| STUDY MATERIAL |
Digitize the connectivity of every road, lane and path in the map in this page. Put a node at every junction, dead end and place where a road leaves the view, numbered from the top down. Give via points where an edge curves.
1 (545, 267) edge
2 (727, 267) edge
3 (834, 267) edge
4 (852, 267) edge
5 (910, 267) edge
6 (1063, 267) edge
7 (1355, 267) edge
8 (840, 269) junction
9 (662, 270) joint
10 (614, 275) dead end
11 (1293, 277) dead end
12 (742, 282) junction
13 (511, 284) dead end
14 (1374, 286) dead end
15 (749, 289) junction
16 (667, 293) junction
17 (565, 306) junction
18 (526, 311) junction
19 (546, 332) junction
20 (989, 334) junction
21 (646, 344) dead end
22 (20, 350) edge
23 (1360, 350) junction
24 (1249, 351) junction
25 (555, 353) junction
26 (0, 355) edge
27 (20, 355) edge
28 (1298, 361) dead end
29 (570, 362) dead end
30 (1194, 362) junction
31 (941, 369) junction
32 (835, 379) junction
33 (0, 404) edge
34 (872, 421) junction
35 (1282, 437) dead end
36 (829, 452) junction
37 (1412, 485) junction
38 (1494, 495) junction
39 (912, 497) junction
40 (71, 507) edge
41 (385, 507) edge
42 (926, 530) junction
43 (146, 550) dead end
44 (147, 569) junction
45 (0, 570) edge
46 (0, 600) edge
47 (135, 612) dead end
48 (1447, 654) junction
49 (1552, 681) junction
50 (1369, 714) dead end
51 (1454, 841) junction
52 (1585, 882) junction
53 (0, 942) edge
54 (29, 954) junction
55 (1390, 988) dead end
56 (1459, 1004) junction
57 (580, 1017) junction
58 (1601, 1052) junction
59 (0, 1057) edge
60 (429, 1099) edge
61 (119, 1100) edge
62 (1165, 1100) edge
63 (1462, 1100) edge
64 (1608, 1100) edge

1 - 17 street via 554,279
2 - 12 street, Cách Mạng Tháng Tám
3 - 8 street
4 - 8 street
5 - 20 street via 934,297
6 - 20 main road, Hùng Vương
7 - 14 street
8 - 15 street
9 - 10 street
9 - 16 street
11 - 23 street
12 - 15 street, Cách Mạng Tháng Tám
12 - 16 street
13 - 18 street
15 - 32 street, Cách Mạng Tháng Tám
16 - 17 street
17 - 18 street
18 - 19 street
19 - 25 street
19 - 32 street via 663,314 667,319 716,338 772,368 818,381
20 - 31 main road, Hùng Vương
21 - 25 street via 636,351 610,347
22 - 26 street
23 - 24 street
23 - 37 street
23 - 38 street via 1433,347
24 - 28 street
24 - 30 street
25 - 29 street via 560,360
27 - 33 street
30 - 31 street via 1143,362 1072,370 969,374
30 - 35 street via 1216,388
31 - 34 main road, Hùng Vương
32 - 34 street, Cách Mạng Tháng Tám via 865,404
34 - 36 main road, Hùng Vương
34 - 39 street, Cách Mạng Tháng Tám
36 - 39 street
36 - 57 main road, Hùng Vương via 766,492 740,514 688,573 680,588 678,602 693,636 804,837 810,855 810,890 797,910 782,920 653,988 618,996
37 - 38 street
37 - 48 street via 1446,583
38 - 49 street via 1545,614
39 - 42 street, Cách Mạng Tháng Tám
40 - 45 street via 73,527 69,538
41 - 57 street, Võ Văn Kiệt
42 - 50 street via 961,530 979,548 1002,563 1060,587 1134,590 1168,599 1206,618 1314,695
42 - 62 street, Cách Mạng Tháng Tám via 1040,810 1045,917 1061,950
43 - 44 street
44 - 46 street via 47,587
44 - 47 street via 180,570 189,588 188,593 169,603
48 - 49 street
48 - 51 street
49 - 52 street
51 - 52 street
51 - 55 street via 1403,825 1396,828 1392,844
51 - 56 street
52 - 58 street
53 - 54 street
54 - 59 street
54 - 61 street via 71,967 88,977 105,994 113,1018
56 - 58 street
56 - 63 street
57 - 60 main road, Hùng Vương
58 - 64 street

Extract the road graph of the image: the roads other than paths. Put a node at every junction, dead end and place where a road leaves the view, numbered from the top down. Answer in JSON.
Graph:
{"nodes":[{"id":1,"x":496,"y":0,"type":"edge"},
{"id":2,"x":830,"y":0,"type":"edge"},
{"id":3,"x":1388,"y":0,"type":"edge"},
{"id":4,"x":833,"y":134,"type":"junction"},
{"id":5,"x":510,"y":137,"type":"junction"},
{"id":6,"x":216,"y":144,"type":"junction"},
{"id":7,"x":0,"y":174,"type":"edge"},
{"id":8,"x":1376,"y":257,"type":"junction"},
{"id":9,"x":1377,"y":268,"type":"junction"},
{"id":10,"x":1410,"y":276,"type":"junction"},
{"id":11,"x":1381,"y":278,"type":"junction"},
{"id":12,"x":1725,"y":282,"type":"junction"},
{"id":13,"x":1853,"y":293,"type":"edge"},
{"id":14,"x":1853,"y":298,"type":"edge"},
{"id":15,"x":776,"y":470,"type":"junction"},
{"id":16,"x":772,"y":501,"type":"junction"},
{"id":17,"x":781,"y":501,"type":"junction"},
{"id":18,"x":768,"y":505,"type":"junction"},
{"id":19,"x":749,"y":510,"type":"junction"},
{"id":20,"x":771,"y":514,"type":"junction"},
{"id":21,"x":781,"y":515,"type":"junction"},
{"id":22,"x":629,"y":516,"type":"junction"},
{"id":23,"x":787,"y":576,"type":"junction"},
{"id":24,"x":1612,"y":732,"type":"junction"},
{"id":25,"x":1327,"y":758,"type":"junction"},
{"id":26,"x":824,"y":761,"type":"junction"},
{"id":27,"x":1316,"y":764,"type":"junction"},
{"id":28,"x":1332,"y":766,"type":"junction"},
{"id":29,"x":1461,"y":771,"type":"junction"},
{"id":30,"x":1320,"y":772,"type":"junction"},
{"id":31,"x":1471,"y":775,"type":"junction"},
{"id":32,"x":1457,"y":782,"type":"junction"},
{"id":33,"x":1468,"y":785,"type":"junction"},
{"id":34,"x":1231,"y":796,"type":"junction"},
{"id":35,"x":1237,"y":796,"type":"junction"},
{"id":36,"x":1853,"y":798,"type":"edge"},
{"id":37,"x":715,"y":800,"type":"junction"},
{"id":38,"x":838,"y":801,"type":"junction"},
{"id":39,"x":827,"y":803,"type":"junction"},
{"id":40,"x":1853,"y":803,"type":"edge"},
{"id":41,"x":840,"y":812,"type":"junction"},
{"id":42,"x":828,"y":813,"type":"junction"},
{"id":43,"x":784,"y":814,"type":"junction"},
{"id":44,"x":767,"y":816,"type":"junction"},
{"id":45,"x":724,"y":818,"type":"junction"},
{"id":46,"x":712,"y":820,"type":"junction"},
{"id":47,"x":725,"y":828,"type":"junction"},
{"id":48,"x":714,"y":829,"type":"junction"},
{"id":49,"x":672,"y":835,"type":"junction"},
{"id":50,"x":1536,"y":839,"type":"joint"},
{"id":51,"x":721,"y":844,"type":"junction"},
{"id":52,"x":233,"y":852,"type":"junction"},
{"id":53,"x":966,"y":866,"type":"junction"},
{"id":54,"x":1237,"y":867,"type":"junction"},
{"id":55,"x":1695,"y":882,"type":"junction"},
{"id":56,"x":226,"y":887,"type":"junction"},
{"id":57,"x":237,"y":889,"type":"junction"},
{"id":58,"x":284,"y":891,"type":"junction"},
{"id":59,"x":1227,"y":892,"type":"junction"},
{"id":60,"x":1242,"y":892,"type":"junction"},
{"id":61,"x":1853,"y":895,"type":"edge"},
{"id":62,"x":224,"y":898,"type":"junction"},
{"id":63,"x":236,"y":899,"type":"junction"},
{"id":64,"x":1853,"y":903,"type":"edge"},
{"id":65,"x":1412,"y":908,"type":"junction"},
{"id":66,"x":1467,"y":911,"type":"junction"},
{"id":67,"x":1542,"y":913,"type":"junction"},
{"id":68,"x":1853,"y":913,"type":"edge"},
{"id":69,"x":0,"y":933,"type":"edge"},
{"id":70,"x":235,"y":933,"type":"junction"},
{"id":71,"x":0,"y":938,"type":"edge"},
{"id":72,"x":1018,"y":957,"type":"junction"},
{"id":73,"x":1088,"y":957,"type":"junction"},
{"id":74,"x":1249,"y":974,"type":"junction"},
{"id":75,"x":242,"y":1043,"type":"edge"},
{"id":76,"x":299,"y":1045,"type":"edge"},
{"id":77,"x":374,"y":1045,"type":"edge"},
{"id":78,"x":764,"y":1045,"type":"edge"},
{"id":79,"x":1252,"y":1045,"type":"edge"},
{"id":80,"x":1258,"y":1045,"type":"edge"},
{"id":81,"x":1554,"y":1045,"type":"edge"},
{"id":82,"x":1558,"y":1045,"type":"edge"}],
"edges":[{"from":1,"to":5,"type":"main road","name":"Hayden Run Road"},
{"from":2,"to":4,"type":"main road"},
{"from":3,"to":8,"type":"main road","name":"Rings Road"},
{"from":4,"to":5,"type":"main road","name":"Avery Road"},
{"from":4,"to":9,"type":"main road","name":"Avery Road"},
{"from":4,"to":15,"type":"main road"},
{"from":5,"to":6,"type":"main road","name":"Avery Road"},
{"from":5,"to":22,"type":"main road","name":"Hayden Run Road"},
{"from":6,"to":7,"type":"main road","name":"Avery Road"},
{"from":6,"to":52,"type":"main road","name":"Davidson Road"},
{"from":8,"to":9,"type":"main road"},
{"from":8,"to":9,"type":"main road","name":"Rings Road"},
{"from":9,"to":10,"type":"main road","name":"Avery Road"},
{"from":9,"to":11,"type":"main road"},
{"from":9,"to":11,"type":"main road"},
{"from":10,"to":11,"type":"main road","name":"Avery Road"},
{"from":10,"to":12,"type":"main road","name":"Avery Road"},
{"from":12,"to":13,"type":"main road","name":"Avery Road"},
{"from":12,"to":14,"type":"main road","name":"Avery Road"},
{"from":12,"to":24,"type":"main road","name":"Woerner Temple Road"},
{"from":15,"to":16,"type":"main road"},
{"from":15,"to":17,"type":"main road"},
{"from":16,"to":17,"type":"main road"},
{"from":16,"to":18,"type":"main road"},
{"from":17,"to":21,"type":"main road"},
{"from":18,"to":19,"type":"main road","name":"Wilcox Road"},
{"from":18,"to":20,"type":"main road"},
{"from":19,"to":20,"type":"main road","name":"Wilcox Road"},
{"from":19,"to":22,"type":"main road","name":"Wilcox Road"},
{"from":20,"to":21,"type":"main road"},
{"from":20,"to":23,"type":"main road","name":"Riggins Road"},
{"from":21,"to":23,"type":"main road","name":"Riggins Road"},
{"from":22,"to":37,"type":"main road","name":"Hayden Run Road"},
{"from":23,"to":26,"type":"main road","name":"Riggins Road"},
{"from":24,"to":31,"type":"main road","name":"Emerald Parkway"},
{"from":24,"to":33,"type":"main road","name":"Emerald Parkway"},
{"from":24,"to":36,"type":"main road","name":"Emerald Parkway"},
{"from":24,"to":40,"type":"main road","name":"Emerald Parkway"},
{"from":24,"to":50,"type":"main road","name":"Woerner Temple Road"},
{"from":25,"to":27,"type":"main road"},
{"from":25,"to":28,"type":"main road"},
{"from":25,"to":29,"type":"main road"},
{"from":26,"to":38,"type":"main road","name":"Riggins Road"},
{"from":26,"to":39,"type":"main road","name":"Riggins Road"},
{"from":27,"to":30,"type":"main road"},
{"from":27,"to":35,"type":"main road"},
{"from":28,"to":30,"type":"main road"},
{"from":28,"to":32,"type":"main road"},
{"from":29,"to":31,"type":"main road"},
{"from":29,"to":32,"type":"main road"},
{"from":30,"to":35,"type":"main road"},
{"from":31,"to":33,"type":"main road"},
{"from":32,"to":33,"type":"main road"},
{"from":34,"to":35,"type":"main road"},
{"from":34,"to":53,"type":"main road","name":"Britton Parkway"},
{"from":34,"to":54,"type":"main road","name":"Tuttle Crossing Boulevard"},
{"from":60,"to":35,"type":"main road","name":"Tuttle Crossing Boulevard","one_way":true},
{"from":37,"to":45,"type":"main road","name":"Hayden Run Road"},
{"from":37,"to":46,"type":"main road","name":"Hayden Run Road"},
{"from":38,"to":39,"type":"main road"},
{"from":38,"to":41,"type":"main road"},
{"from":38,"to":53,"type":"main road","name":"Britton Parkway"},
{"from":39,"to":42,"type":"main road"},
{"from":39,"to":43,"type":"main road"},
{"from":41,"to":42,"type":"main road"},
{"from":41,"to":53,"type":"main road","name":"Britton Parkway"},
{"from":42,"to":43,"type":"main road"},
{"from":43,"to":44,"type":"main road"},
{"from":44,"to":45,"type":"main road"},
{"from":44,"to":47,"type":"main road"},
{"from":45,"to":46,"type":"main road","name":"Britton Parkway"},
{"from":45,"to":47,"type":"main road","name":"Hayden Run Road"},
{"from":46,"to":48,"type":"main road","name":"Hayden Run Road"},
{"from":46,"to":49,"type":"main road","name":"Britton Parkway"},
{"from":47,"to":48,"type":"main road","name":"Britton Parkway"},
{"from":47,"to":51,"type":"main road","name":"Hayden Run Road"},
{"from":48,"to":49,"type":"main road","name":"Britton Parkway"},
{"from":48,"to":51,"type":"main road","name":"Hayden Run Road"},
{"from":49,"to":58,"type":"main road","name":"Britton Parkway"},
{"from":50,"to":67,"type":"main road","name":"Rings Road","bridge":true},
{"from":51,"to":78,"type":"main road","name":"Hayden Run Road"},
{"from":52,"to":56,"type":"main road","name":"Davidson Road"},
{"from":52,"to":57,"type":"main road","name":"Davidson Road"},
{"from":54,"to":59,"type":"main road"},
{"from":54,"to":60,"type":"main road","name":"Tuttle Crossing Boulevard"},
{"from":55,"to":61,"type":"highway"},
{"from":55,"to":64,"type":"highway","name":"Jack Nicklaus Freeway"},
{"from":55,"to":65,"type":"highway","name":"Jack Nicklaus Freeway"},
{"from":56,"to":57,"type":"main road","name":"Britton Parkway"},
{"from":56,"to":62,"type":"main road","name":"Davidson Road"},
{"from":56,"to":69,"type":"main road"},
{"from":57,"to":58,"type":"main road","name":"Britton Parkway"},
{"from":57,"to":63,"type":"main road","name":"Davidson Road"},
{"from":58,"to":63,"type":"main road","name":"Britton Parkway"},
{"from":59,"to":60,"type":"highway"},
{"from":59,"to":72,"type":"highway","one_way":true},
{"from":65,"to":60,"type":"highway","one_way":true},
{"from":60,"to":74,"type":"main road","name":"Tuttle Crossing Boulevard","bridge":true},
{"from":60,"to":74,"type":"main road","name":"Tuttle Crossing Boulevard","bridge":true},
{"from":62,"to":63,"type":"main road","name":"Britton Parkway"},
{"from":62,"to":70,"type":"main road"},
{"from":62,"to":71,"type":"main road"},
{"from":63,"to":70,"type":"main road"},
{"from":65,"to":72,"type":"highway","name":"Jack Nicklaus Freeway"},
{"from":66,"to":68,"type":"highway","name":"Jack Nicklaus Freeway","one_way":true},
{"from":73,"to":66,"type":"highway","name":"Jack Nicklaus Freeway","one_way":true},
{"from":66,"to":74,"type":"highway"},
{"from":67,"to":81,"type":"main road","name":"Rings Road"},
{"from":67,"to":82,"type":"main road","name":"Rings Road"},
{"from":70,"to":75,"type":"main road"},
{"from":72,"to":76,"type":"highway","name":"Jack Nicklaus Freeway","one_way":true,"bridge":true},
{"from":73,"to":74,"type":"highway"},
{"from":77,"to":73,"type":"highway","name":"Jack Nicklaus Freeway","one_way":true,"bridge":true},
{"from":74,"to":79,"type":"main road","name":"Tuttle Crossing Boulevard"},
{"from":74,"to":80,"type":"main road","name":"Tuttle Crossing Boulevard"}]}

| YOUR ASSIGNMENT |
When a line in the material contains the string "leaves", copy that line.

| ANSWER SPACE |
Digitize the connectivity of every road, lane and path in the map in this page. Put a node at every junction, dead end and place where a road leaves the view, numbered from the top down. Give via points where an edge curves.
Extract the road graph of the image: the roads other than paths. Put a node at every junction, dead end and place where a road leaves the view, numbered from the top down. Answer in JSON.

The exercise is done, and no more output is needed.